Mujeres y la sal fina

“Mujeres desesperadas” (20,6%, 3,8 millones) siembra su humor en la segunda capa del cerebro, la que recoge la sal fina. La historia imposible de un barrio en el que los jardines siempre están verdes (a pesar del trabajo de alcoba de los jardineros) es otra forma de reírse, al otro lado de la calle de los nenucos de los Serrano, por citar el ejemplo más a mano. En España no le tenemos cogido el tono a la risa inteligente.
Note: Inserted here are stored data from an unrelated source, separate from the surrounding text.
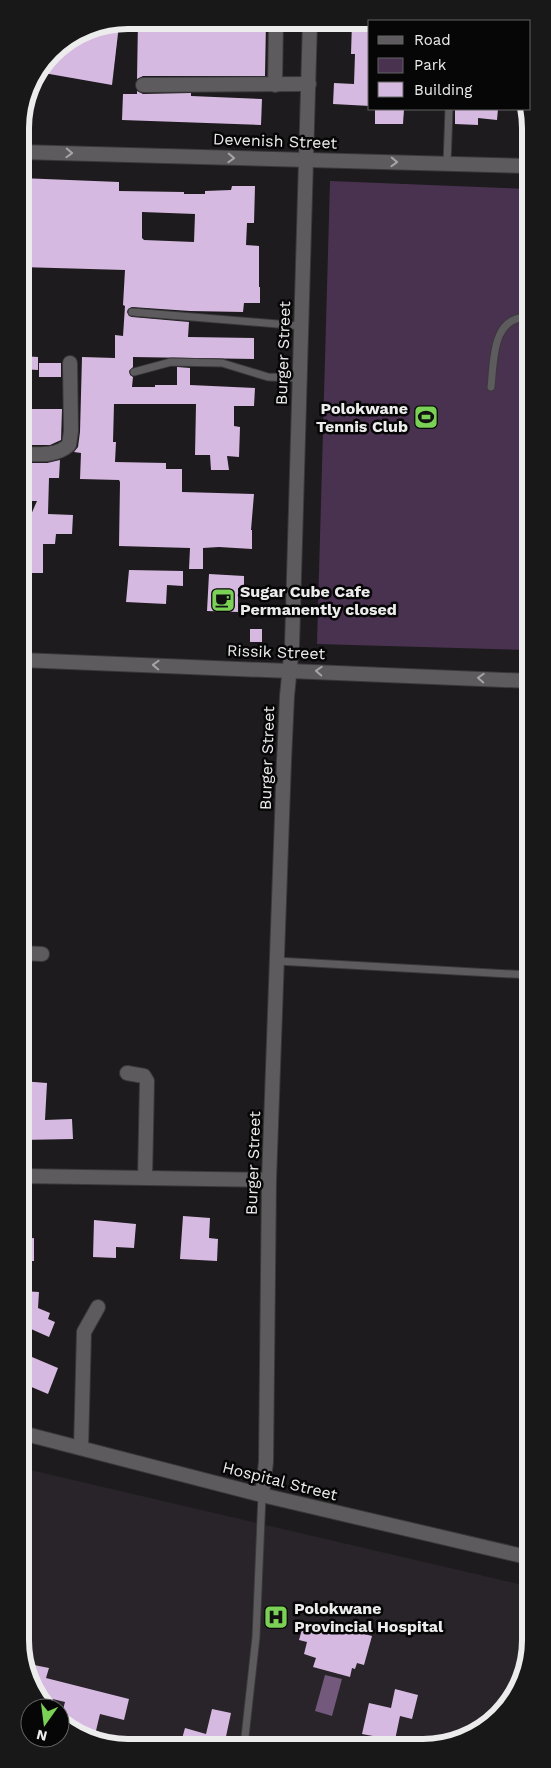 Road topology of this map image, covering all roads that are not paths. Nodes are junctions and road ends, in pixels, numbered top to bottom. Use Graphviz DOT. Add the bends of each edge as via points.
graph roads {
  1 [pos="276,29"];
  2 [pos="310,29"];
  3 [pos="275,84"];
  4 [pos="309,84"];
  5 [pos="143,85"];
  6 [pos="449,110"];
  7 [pos="29,152"];
  8 [pos="306,160"];
  9 [pos="447,164"];
  10 [pos="522,166"];
  11 [pos="132,312"];
  12 [pos="522,317"];
  13 [pos="301,326"];
  14 [pos="70,363"];
  15 [pos="134,372"];
  16 [pos="299,378"];
  17 [pos="491,387"];
  18 [pos="29,454"];
  19 [pos="29,660"];
  20 [pos="289,670"];
  21 [pos="522,680"];
  22 [pos="29,953"];
  23 [pos="42,954"];
  24 [pos="277,961"];
  25 [pos="522,975"];
  26 [pos="127,1073"];
  27 [pos="29,1176"];
  28 [pos="145,1178"];
  29 [pos="269,1180"];
  30 [pos="98,1307"];
  31 [pos="29,1435"];
  32 [pos="81,1448"];
  33 [pos="262,1495"];
  34 [pos="522,1556"];
  35 [pos="245,1739"];
  1 -- 3 [label="street"];
  2 -- 4 [label="street, Burger Street"];
  3 -- 4 [label="street"];
  3 -- 5 [label="street"];
  4 -- 8 [label="street, Burger Street"];
  6 -- 9 [label="lane"];
  7 -- 8 [label="street, Devenish Street, one-way"];
  8 -- 9 [label="street, Devenish Street, one-way"];
  8 -- 13 [label="street, Burger Street"];
  9 -- 10 [label="street, Devenish Street"];
  11 -- 13 [label="lane"];
  12 -- 17 [label="lane" via="512,319 503,328 495,348"];
  13 -- 16 [label="street, Burger Street"];
  14 -- 18 [label="street" via="69,445 53,454"];
  15 -- 16 [label="lane" via="171,362 222,363 268,377"];
  16 -- 20 [label="street, Burger Street"];
  20 -- 19 [label="street, Rissik Street, one-way"];
  21 -- 20 [label="street, Rissik Street, one-way"];
  20 -- 24 [label="street, Burger Street"];
  22 -- 23 [label="street"];
  24 -- 25 [label="lane"];
  24 -- 29 [label="street, Burger Street"];
  26 -- 28 [label="street" via="144,1076 147,1081"];
  27 -- 28 [label="street"];
  28 -- 29 [label="street"];
  29 -- 33 [label="street, Burger Street" via="266,1462"];
  30 -- 32 [label="street" via="84,1332"];
  31 -- 32 [label="street, Hospital Street"];
  32 -- 33 [label="street, Hospital Street"];
  33 -- 34 [label="street, Hospital Street"];
  33 -- 35 [label="lane" via="256,1637"];
} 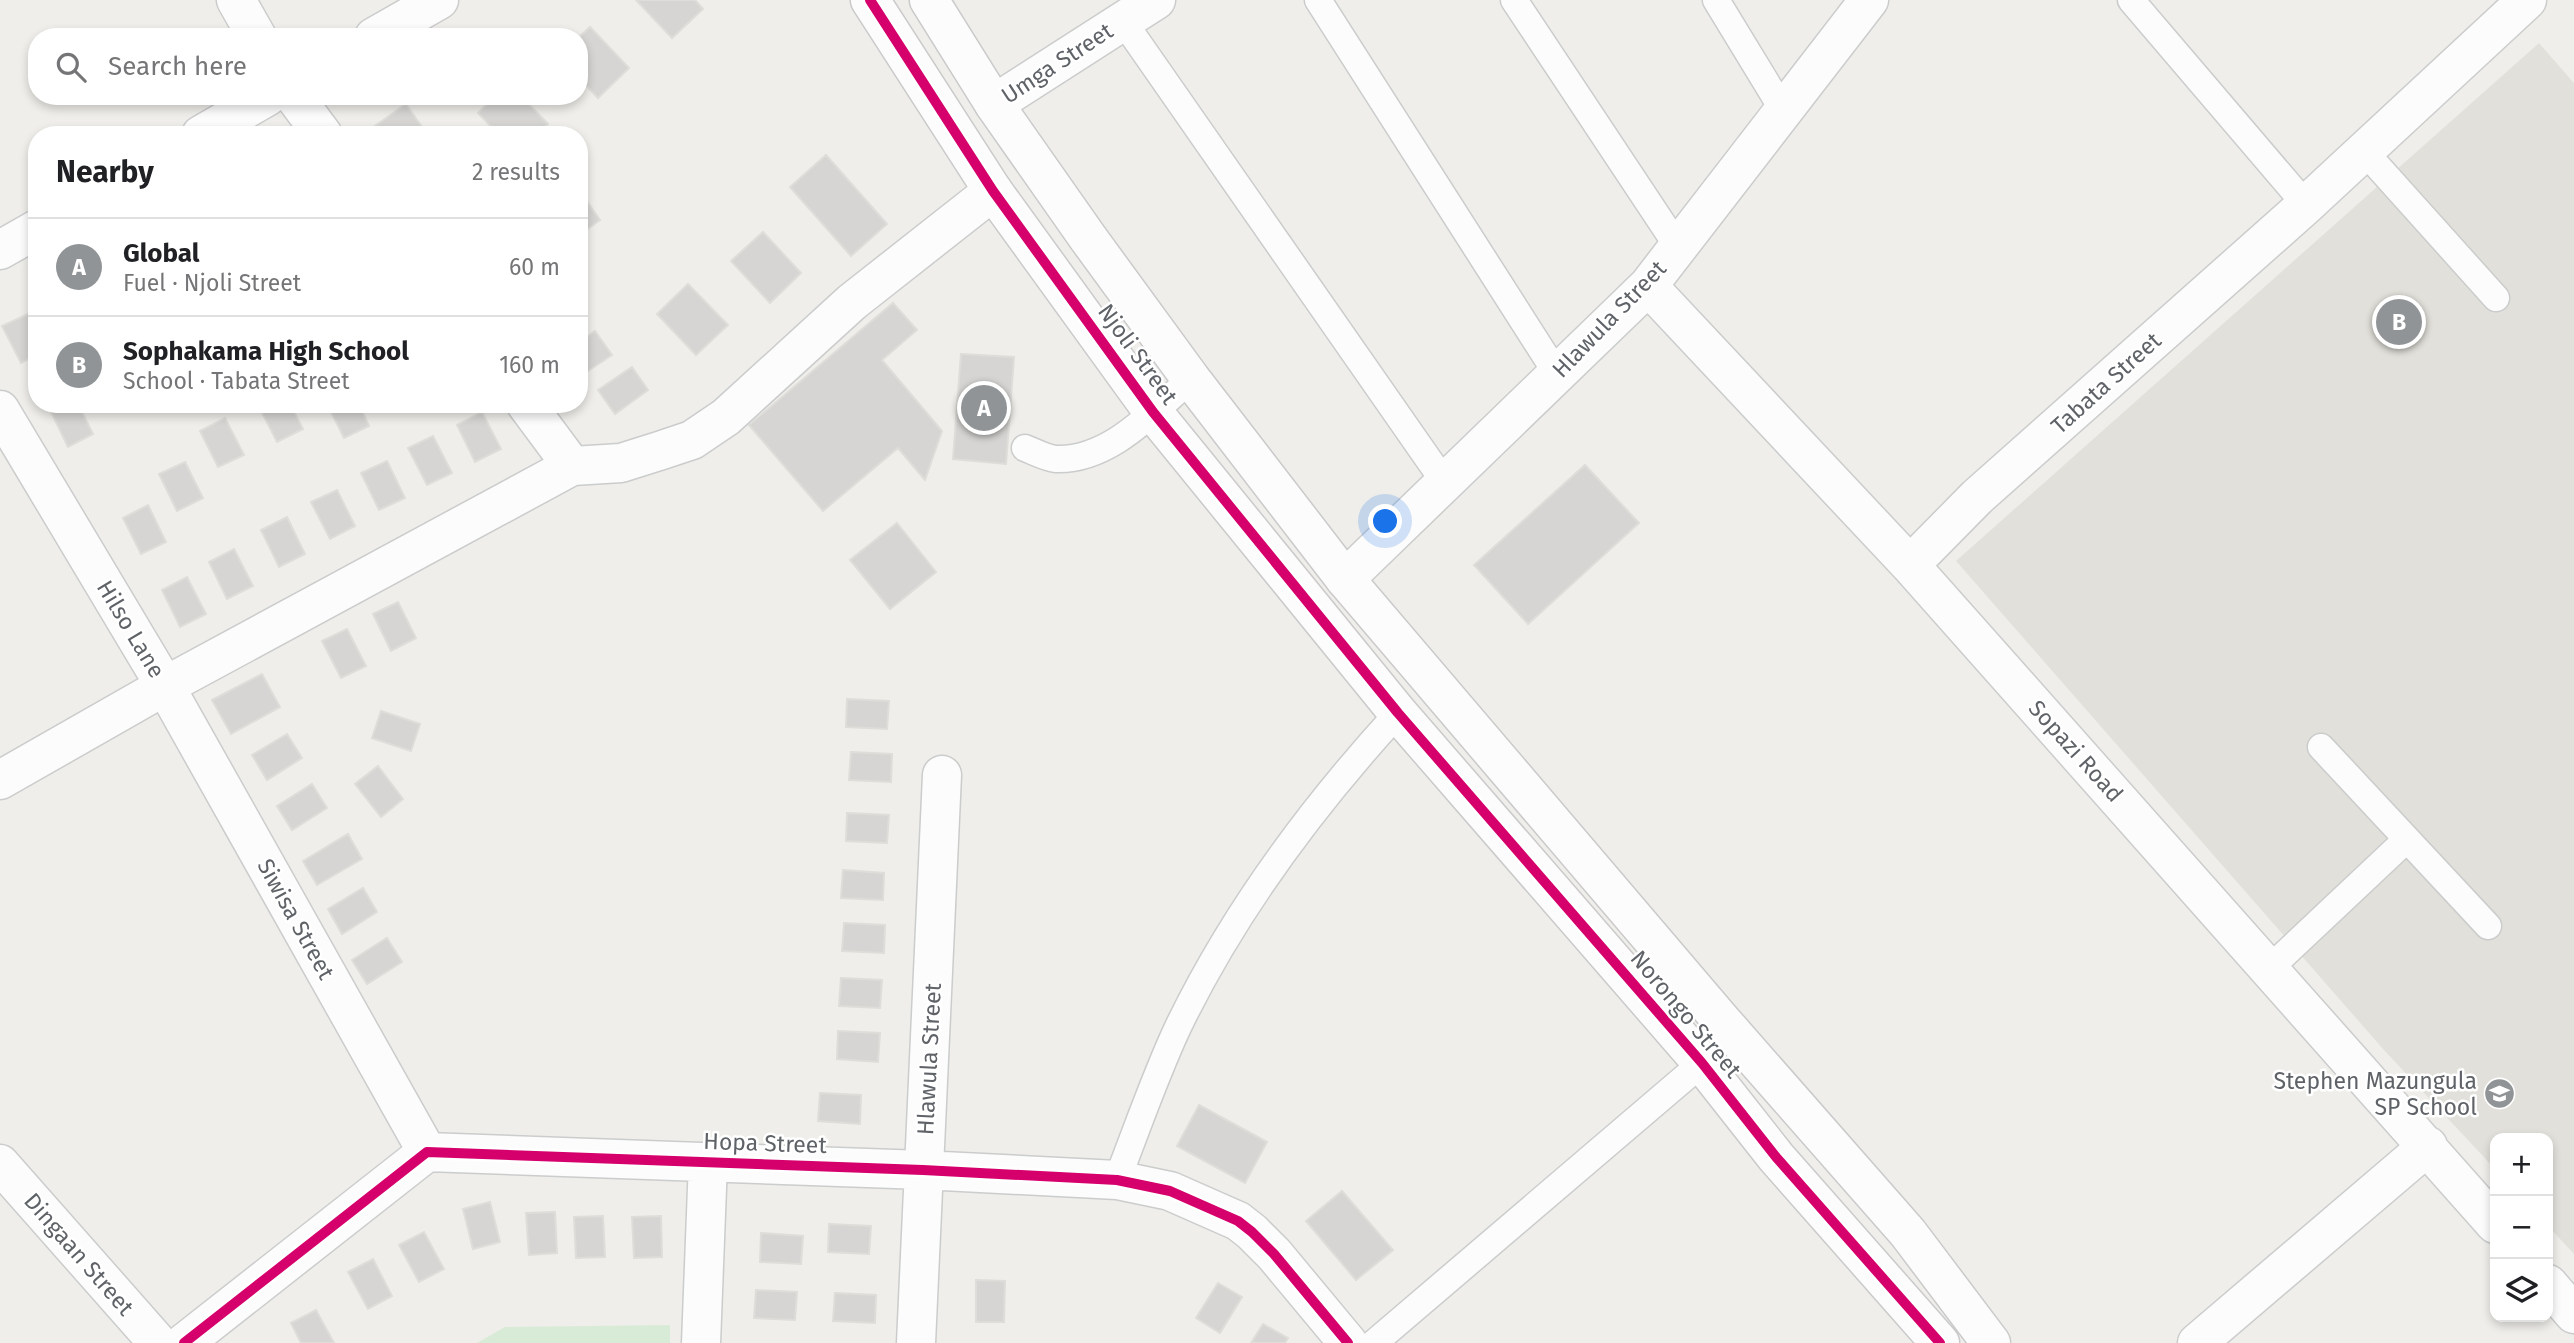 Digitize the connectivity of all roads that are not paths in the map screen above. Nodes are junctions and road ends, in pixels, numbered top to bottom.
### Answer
1 (236, 0) edge
2 (439, 0) edge
3 (870, 0) edge
4 (929, 0) edge
5 (1156, 0) edge
6 (1318, 0) edge
7 (1514, 0) edge
8 (1716, 0) edge
9 (1869, 0) edge
10 (2131, 0) edge
11 (2527, 0) edge
12 (1123, 21) junction
13 (252, 28) edge
14 (389, 28) edge
15 (994, 104) junction
16 (253, 105) edge
17 (301, 105) edge
18 (1783, 110) junction
19 (216, 126) edge
20 (316, 126) edge
21 (2364, 151) junction
22 (993, 191) junction
23 (2306, 205) junction
24 (28, 234) edge
25 (1678, 247) junction
26 (0, 250) edge
27 (1647, 286) junction
28 (2496, 298) dead end
29 (1557, 374) junction
30 (1191, 379) junction
31 (0, 410) edge
32 (1153, 412) junction
33 (533, 413) edge
34 (1025, 448) dead end
35 (572, 466) junction
36 (1445, 483) junction
37 (1910, 565) junction
38 (1345, 579) junction
39 (1420, 669) joint
40 (165, 686) junction
41 (1398, 713) junction
42 (2321, 747) dead end
43 (943, 775) dead end
44 (0, 780) edge
45 (2406, 840) junction
46 (2488, 926) dead end
47 (2270, 968) junction
48 (1702, 1063) junction
49 (2428, 1146) junction
50 (427, 1152) junction
51 (708, 1162) junction
52 (0, 1164) edge
53 (923, 1170) junction
54 (1117, 1180) junction
55 (2490, 1218) edge
56 (2553, 1290) edge
57 (2574, 1314) edge
58 (158, 1343) edge
59 (184, 1343) edge
60 (701, 1343) edge
61 (916, 1343) edge
62 (1348, 1343) edge
63 (1374, 1343) edge
64 (1940, 1343) edge
65 (1991, 1343) edge
66 (2197, 1343) edge

1 - 13 street
2 - 14 street
3 - 22 street, Njoli Street
4 - 15 street
5 - 12 street, Umga Street
6 - 29 lane
7 - 25 lane
8 - 18 lane
9 - 18 street, Hlawula Street
10 - 23 lane
11 - 21 street, Tabata Street
12 - 15 street, Umga Street
12 - 36 lane
15 - 30 street, Njoli Street
16 - 19 street
17 - 20 street
18 - 25 street, Hlawula Street
21 - 23 street, Tabata Street
21 - 28 lane
22 - 32 street, Njoli Street
22 - 35 street
23 - 37 street, Tabata Street
24 - 26 street
25 - 27 street, Hlawula Street
27 - 29 street, Hlawula Street
27 - 37 street, Sopazi Road
29 - 36 street, Hlawula Street
30 - 32 lane
30 - 38 street, Njoli Street
31 - 40 street, Hilso Lane
32 - 34 lane
32 - 41 street, Njoli Street
33 - 35 street
35 - 40 street
36 - 38 street, Hlawula Street
37 - 47 street, Sopazi Road
38 - 39 street, Njoli Street
39 - 65 street, Norongo Street
40 - 44 street, Hilso Lane
40 - 50 street, Siwisa Street
41 - 48 street, Norongo Street
41 - 54 lane
42 - 45 lane
43 - 53 street, Hlawula Street
45 - 46 lane
45 - 47 lane
47 - 49 street, Sopazi Road
48 - 63 lane, Norongo Street
48 - 64 street, Norongo Street
49 - 55 street, Sopazi Road
49 - 66 street
50 - 51 street, Hopa Street
50 - 59 street
51 - 53 street, Hopa Street
51 - 60 street
52 - 58 street, Dingaan Street
53 - 54 street, Hopa Street
53 - 61 street, Hlawula Street
54 - 62 street, Hopa Street
56 - 57 street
Me ronda esa idea ahora que acabo de recibir un sms de una mujer directiva con este texto: “Volvía ZP de África acompañado de su vicepresidenta y en la aduana le preguntan si tiene algo que declarar. Contesta que unos sacos de café, unos colmillos de elefante y unas semillas de plantas que le habían regalado. Los guardias se miran unos a otros y le dicen: está bien, puede pasarlos, pero por la mona tiene que pagar”. Ay, la sal gorda. Y, para más inri, ni siquiera se puede decir que sea un comentario machista (aunque evidentemente lo es) vomitado entre las risotadas del bocadillo de mediodía, porque en este caso, repito, lo envía una mujer directiva desde su despacho.